For instance, you can retrieve similarity scores, without influencing how search results are retrieved and ordered:
{
"query": {
"term": {
"name": "GreenTech distribution Ltd."
}
},
"script_fields": {
"name_tfidf": {
"script": {
"source": "tfidf",
"lang": "record_linkage_scorer",
"params": {
"query": "GreenTech distribution Ltd.",
"field": "name",
"analyzer": "my_analyzer",
"query_norm_exponent": 0
}
}
},
"name_tfidf_querynorm": {
"script": {
"source": "tfidf",
"lang": "record_linkage_scorer",
"params": {
"query": "GreenTech distribution Ltd.",
"field": "name",
"analyzer": "my_analyzer",
"query_norm_exponent": 1
}
}
}
}
}
This will add two extra fields to each search result, returning the value of the similarity heuristic on each document. You can also use the similarity metrics to rescore the results.

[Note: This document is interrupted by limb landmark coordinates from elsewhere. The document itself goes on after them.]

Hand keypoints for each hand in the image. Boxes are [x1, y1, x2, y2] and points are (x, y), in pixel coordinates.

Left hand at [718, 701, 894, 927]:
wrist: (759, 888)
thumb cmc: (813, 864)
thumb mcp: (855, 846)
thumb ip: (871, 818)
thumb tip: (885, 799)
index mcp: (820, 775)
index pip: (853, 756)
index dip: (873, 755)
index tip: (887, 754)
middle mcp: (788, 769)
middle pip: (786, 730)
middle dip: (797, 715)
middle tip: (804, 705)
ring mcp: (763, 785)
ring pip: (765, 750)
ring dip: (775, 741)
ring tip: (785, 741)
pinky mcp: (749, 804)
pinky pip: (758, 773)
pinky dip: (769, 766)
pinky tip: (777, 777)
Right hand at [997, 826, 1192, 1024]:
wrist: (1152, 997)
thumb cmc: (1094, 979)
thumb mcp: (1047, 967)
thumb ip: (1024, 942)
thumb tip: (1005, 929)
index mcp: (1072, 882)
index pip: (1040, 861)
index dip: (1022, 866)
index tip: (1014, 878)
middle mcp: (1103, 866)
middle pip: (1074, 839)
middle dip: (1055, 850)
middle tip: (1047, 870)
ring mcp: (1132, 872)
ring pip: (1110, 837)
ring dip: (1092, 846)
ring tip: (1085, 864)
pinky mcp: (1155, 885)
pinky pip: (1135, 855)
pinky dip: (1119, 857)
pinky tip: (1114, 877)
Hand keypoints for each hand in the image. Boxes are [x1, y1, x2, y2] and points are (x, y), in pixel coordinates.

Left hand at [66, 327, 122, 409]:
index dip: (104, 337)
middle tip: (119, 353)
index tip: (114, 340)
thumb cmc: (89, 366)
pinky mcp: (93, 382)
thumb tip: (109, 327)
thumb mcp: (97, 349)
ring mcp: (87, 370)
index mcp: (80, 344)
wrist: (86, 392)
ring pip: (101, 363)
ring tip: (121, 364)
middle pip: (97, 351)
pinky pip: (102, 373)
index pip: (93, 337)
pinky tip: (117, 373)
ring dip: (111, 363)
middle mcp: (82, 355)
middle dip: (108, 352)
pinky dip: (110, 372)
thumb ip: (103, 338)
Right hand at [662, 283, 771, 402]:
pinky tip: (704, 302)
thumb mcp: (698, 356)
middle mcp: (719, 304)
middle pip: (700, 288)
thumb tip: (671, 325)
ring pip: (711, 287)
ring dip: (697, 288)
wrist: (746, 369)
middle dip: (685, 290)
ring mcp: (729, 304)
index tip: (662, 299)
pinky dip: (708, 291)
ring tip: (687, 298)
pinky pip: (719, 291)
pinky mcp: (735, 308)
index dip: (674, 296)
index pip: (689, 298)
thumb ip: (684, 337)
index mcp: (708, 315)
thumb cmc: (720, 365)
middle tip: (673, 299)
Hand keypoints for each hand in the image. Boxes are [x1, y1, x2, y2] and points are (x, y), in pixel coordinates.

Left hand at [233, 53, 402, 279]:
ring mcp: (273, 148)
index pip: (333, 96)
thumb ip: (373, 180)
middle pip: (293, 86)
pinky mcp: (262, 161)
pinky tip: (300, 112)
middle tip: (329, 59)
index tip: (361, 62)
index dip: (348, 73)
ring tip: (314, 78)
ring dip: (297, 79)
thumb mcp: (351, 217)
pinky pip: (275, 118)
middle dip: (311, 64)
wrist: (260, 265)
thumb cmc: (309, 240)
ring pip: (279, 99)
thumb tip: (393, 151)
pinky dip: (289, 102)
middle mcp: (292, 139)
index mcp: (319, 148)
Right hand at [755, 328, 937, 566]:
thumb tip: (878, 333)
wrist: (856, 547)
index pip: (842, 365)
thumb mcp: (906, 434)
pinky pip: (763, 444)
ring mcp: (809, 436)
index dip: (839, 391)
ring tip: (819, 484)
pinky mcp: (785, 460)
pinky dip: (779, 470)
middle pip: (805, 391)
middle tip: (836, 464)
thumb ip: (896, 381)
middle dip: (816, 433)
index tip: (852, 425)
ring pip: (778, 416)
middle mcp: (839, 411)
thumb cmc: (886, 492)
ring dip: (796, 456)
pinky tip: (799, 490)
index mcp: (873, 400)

Since the computation of these similarity metrics is more costly than ElasticSearch's default scoring, we recommend that you only rescore the n best results.
{
"query": {
"term": {
"name": "GreenTech distribution Ltd."
}
},
"rescore": {
"window_size": 30,
"query": {
"rescore_query": {
"function_score": {
"functions": [
{
"script_score": {
"script": {
"source": "tfidf",
"lang": "record_linkage_scorer",
"params": {
"query": "38 Station Approach",
"field": "address",
"query_norm_exponent": 1
}
}
},
"weight": 0.0955815
},
{
"script_score": {
"script": {
"source": "tfidf",
"lang": "record_linkage_scorer",
"params": {
"query": "GreenTech distribution Ltd.",
"field": "name",
"analyzer": "company_names",
"query_norm_exponent": 0
}
}
},
"weight": 1.10106162
}
],
"score_mode": "sum",
"boost_mode": "replace"
}
},
"score_mode": "total",
"query_weight": 0,
"rescore_query_weight": 1
}
}
}
The query above will rescore the 30 best results using a linear combination of similarity heuristics on the name
and address
fields.
-
tfidf
: A simple TFIDF-based similarity following Cohen et al., "A Comparison of String Metrics for Matching Names and Records".Their implementation in the SecondString Java package normalizes the query and field vectors by Euclidian norm. This implementation makes it possible to disable either similarities by setting the corresponding norm exponents to 1.0 (instead of 0.0 by default).
This makes it possible to encode a form of "confidence" in the similarity: two strings which match perfectly but only contain very common words (such as "Direct Services") get a lower score than strings containing rarer words (such as "Northumbria Breweries"). To use this, set
query_norm_exponent
to 1.0. You can alternatively setdoc_norm_exponent
to 1.0 if you want to preserve the norm of the document instead (or both, or other exponent values). By default these exponents are set to 0.0. -
exact_tfidf
: A string similarity which returns a positive score only if the query and field match exactly and zero otherwise. For an exact match, the value is the TFIDF weight of the query. -
levenshtein
: a simple Levenshtein distance.
Other similarity methods can be implemented easily using the
StringSimilarity
interface.
- elasticsearch-entity-resolution also adds scoring metrics designed for record linkage to ElasticSearch. These metrics are taken from the Duke deduplication engine. The main difference is that these metrics cannot access the statistics collected in the search index, which makes it impossible to implement metrics based on TF-IDF for instance;
- elasticsearch-learning-to-rank makes it easier to tune scripted weights via a Learning to Rank approach integrated in ElasticSearch itself. It is geared towards optimizing the ranking of search results and does not contain scoring metrics that are specifically geared towards record linkage.